Yesterday, the Delhi High Court issued notices asking the Delhi government, the Centre, and civic authorities to weigh in on the possibility of instituting breastfeeding facilities in public places.
The Delhi HC was hearing a Public Interest Litigation (PIL) filed on behalf of a mother who sought facilities to feed her newborn in public without being subjected to “censuring and dishonourable looks,” reports The Indian Express. The plea contended that the lack of public breastfeeding facilities in India “hampered” a woman’s right to privacy.
The bench observed that such facilities are provided for women around the world, and also pointed out that there even aren’t breastfeeding facilities in Indian airports. It should be noted the bench was led by Acting Chief Justice Gita Mittal, the same judge who, while hearing a case against criminalizing marital rape on Tuesday, observed that a rape is a rape, even if the victim and perpetrator are bound by marriage — evidently, good things can happen for women when a woman is in a position of legal agency.
Justice Mittal and Justice C Hari Shankar said the matter must be considered by all land owning agencies and civic bodies.
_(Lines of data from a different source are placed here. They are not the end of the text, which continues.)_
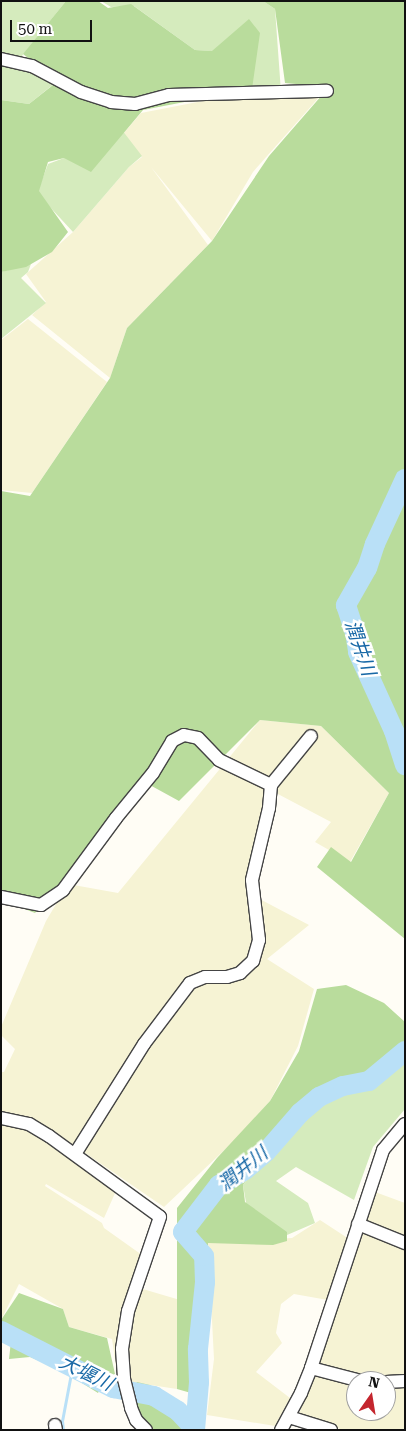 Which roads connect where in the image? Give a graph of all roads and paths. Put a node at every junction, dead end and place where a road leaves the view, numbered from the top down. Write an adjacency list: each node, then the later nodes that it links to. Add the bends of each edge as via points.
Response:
1 (1, 59): 2 (street, via 32,66 81,92 111,102 135,104 169,95)
2 (327, 91)
3 (311, 736): 4 (street)
4 (271, 786): 5 (street, via 220,760 198,738 184,735 172,741 153,773 64,890 41,905); 8 (street, via 252,880 259,940 253,961 240,973 227,977 205,976 190,983 144,1044)
5 (1, 897)
6 (1, 1118): 8 (street, via 29,1124)
7 (405, 1124): 9 (street, via 383,1150)
8 (75, 1154): 14 (street, via 160,1217 124,1331 124,1379)
9 (358, 1224): 10 (street); 11 (street)
10 (405, 1243)
11 (311, 1368): 12 (street); 13 (street)
12 (346, 1377)
13 (289, 1417): 16 (street); 17 (street)
14 (133, 1425): 15 (street)
15 (146, 1430)
16 (281, 1430)
17 (332, 1430) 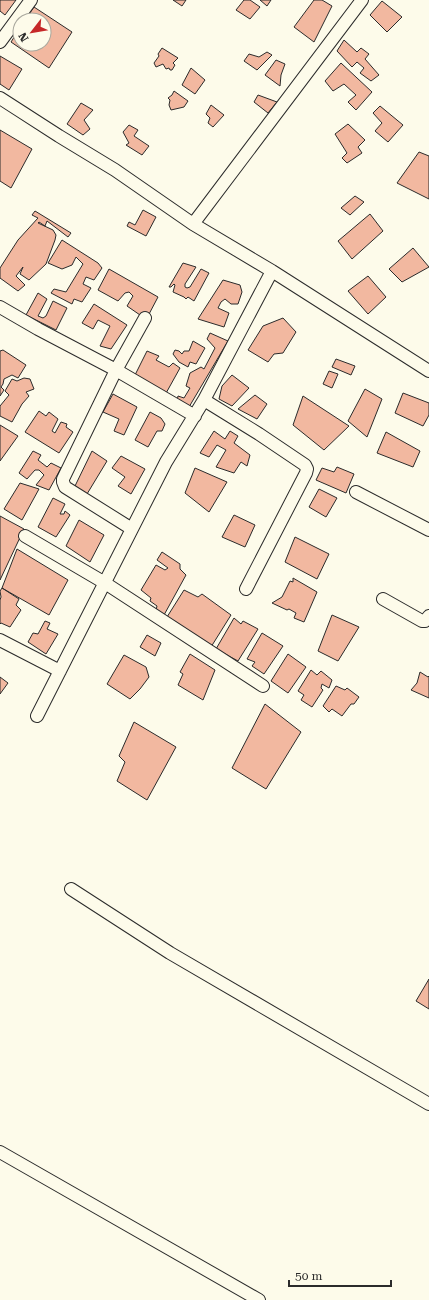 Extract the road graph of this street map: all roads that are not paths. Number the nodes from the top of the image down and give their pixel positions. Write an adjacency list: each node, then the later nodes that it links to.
1 (31, 0): 3 (street)
2 (361, 0): 5 (street)
3 (0, 42)
4 (0, 98): 5 (street)
5 (193, 224): 6 (street)
6 (272, 270): 10 (street); 11 (street)
7 (0, 307): 9 (street)
8 (145, 318): 9 (street)
9 (116, 370): 12 (street); 14 (street)
10 (429, 371)
11 (204, 400): 12 (street); 18 (street)
12 (195, 416): 14 (street)
13 (356, 492): 15 (street)
14 (132, 529): 17 (street)
15 (429, 530)
16 (25, 536): 17 (street)
17 (105, 583): 22 (street); 23 (street)
18 (246, 589)
19 (383, 600): 20 (street)
20 (429, 616)
21 (0, 640): 22 (street)
22 (60, 671): 24 (street)
23 (263, 686)
24 (37, 716)
25 (71, 889): 26 (street)
26 (429, 1104)
27 (0, 1152): 28 (street)
28 (259, 1300)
They directed authorities to revert back to them with reports within four weeks.
Earlier this year, the Kerala High Court refused to classify a magazine cover depicting a breastfeeding model as obscene. “One man’s vulgarity is another man’s lyric,” the Kerala HC noted.
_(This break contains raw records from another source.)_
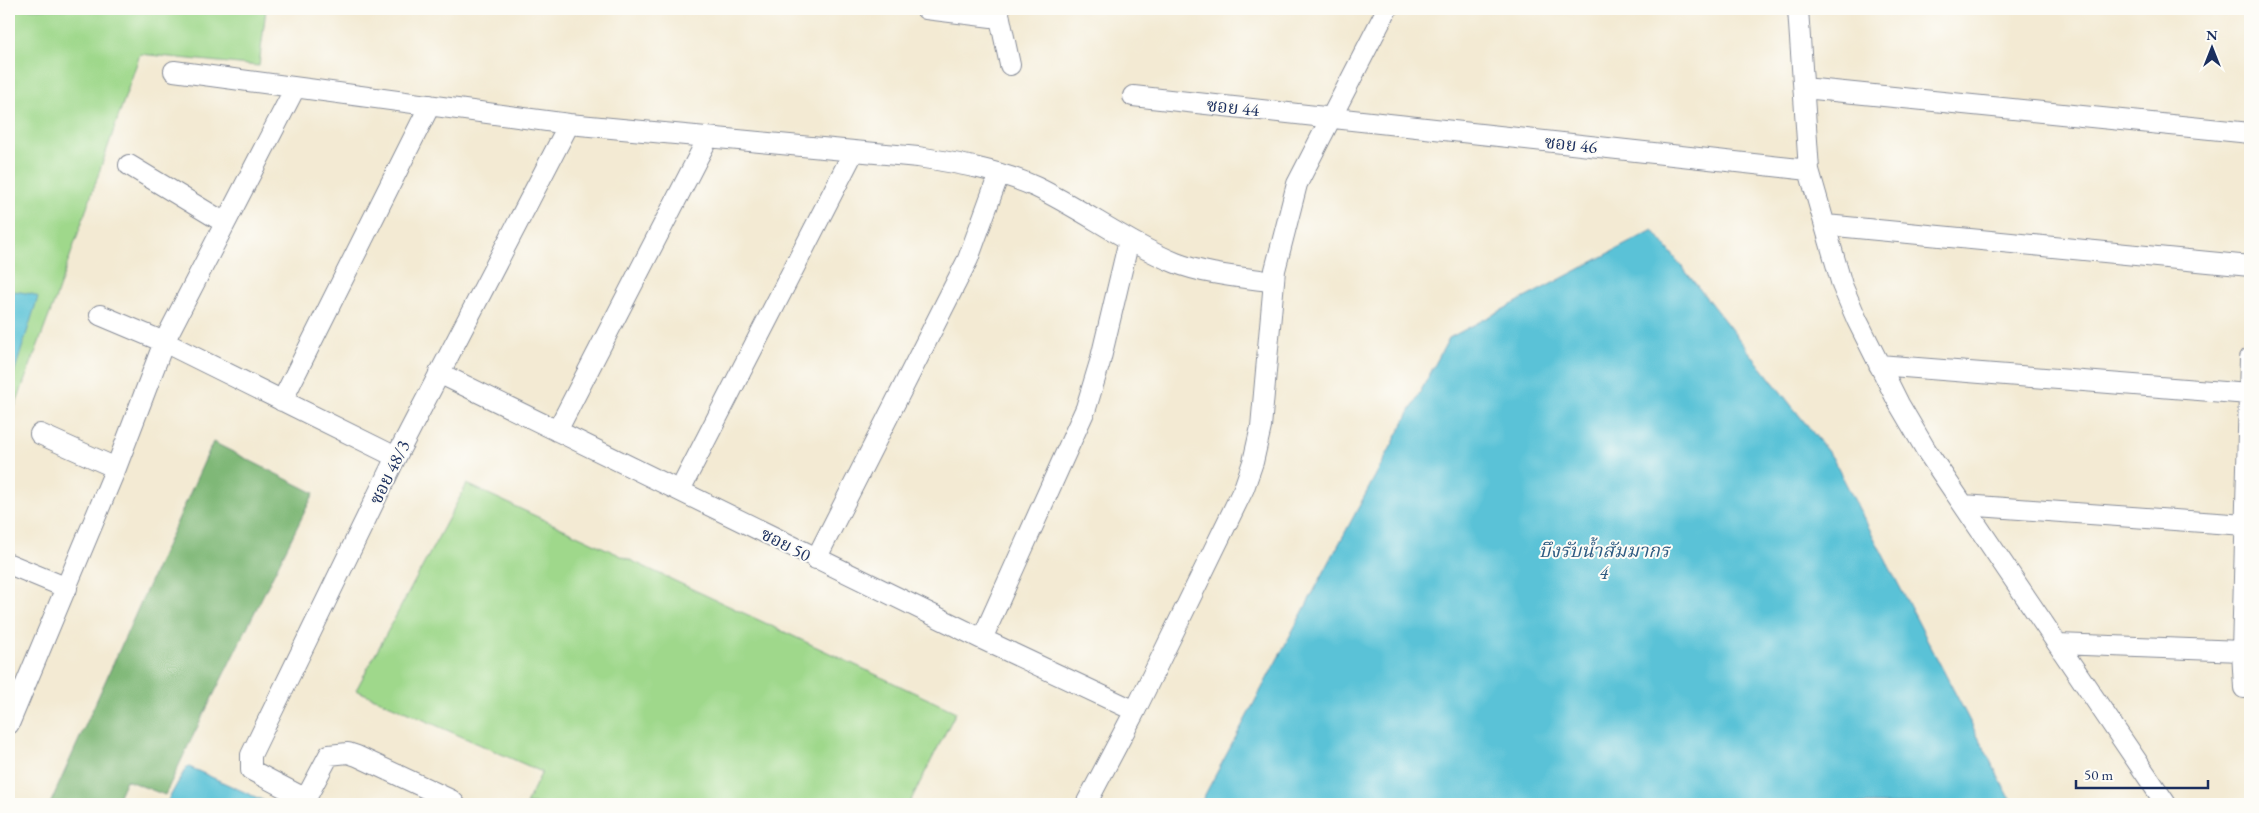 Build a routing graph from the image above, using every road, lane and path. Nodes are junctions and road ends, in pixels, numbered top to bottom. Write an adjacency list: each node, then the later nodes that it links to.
1 (926, 9): 4 (street)
2 (1388, 9): 11 (street)
3 (1798, 9): 8 (street)
4 (999, 14): 5 (street)
5 (1010, 65)
6 (174, 71): 7 (street)
7 (295, 88): 10 (street); 19 (street)
8 (1804, 88): 13 (street); 17 (street)
9 (1133, 96): 11 (street, ซอย 44)
10 (430, 105): 12 (street); 30 (street)
11 (1333, 118): 17 (street, ซอย 46); 23 (street)
12 (569, 124): 14 (street); 28 (street, ซอย 48/3)
13 (2250, 133)
14 (708, 138): 15 (street); 31 (street)
15 (854, 151): 18 (street); 35 (street)
16 (129, 165): 19 (street)
17 (1809, 170): 20 (street)
18 (999, 174): 21 (street); 38 (street)
19 (225, 223): 25 (street)
20 (1826, 225): 22 (street); 27 (street)
21 (1129, 240): 23 (street); 41 (street)
22 (2250, 266)
23 (1274, 282): 45 (street)
24 (100, 315): 25 (street)
25 (164, 342): 30 (street); 34 (street)
26 (2250, 358): 29 (street)
27 (1879, 365): 29 (street); 36 (street)
28 (439, 373): 31 (street, ซอย 50); 33 (street, ซอย 48/3)
29 (2249, 394): 37 (street)
30 (282, 402): 33 (street)
31 (557, 431): 35 (street, ซอย 50)
32 (40, 434): 34 (street)
33 (396, 457): 47 (street, ซอย 48/3)
34 (116, 468): 40 (street)
35 (680, 490): 38 (street, ซอย 50)
36 (1964, 505): 37 (street); 42 (street)
37 (2246, 525): 43 (street)
38 (816, 559): 41 (street, ซอย 50)
39 (9, 564): 40 (street)
40 (67, 588): 46 (street)
41 (982, 639): 45 (street, ซอย 50)
42 (2058, 644): 43 (street); 50 (street)
43 (2242, 651): 44 (street)
44 (2244, 688)
45 (1136, 711): 49 (street)
46 (11, 712)
47 (304, 802): 48 (street, ซอย 48/3)
48 (455, 804)
49 (1086, 804)
50 (2166, 804)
In that case, most of the magazine cover’s critics were men. And the cover was not an isolated incident: Women are routinely shamed for breastfeeding in public. If authorities do not support the motion to provide public facilities for women to breastfeed in public, they will essentially perpetuate the Catch-22 that is the reality for most Indian mothers. Women cannot breastfeed in public, but there are no facilities where they can do so privately, either. The message to mothers, then, whether subliminal or intentional, is that there is no place for them in public life; they are only valuable at home.
Hopefully, the Delhi High Court will continue on the progressive track it has indicated it’s on this week, and when hearing the case again on August 28th, will rule in favor of instituting public breastfeeding facilities. Indeed, doing so will protect the individual’s constitutional right to privacy. But ultimately, India must normalize and desexualize breastfeeding in public spaces. When that happens, new mothers will have in practice, not just in theory, the right to exist in public.